Records excerpted from a collection:
━━━━━━

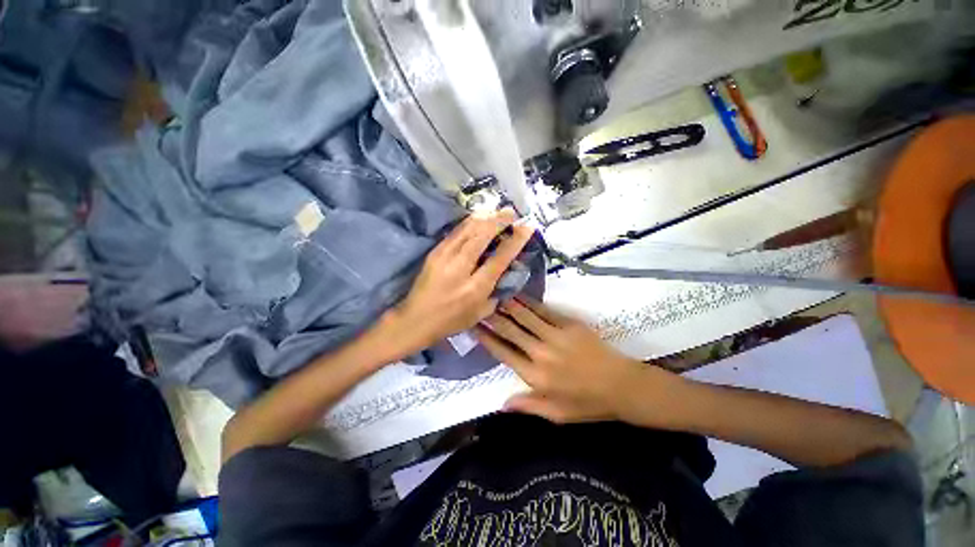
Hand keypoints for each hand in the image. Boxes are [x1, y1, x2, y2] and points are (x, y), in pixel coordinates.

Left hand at [385, 208, 534, 357]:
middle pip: (482, 236)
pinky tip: (477, 218)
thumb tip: (507, 272)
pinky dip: (469, 222)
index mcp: (476, 287)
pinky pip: (455, 232)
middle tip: (511, 212)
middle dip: (499, 220)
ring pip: (468, 230)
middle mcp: (461, 268)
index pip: (500, 258)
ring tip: (496, 211)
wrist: (416, 319)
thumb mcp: (481, 313)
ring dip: (484, 217)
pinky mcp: (435, 252)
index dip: (515, 240)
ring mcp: (445, 257)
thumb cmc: (451, 320)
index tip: (527, 226)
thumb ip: (496, 292)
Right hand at [475, 298, 676, 423]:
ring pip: (525, 316)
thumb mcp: (557, 415)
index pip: (503, 353)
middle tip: (479, 305)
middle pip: (510, 330)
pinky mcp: (569, 324)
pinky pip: (544, 311)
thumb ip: (528, 406)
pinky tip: (519, 296)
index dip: (486, 338)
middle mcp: (541, 353)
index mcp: (535, 376)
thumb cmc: (588, 404)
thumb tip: (501, 404)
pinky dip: (529, 303)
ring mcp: (555, 336)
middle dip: (492, 317)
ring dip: (508, 305)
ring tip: (494, 295)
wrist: (622, 386)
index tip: (474, 327)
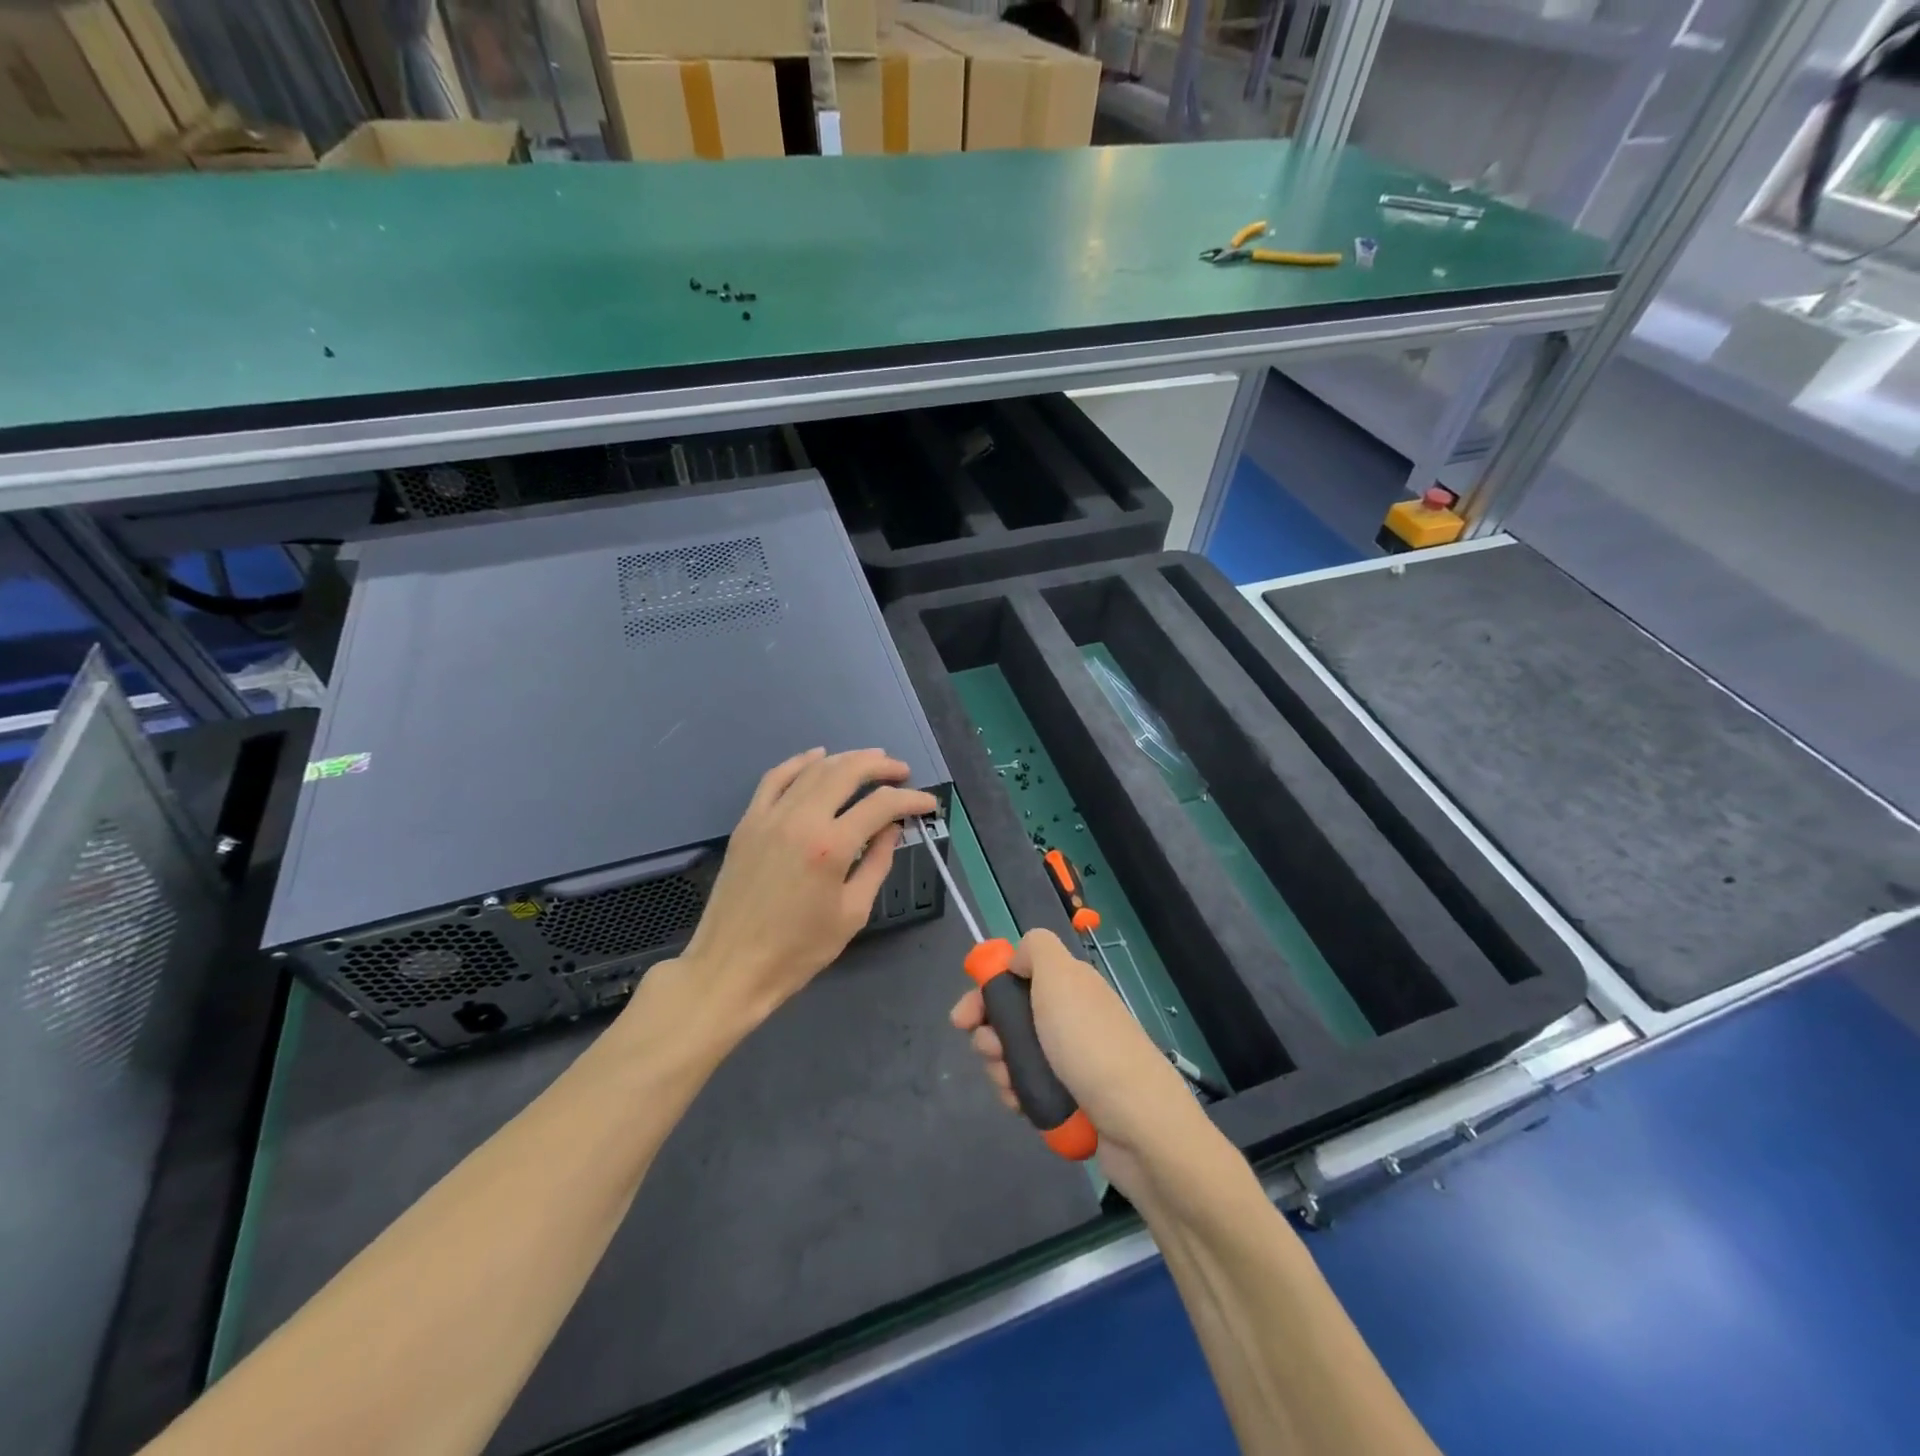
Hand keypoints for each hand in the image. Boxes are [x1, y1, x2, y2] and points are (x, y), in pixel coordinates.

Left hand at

━━━━━━

*What the task requires*: Transcribe the span of lines that runs from the line with "ring mcp: (445, 257)" to the end of the data, both ends included, exactly, with nothing else and no pictures.

*Written response*:
ring mcp: (445, 257)
thumb cmc: (451, 320)
index tip: (527, 226)
thumb ip: (496, 292)
Right hand at [475, 298, 676, 423]:
ring pip: (525, 316)
thumb mcp: (557, 415)
index pip: (503, 353)
middle tip: (479, 305)
middle pip: (510, 330)
pinky mcp: (569, 324)
pinky pip: (544, 311)
thumb ip: (528, 406)
pinky tip: (519, 296)
index dip: (486, 338)
middle mcp: (541, 353)
index mcp: (535, 376)
thumb cmc: (588, 404)
thumb tip: (501, 404)
pinky dip: (529, 303)
ring mcp: (555, 336)
middle dip: (492, 317)
ring dip: (508, 305)
ring tip: (494, 295)
wrist: (622, 386)
index tip: (474, 327)
Hand keypoints for each hand in the image. Boxes are [x1, y1, x2, y2] and points are (x, y), in pixel coordinates.

Left hand at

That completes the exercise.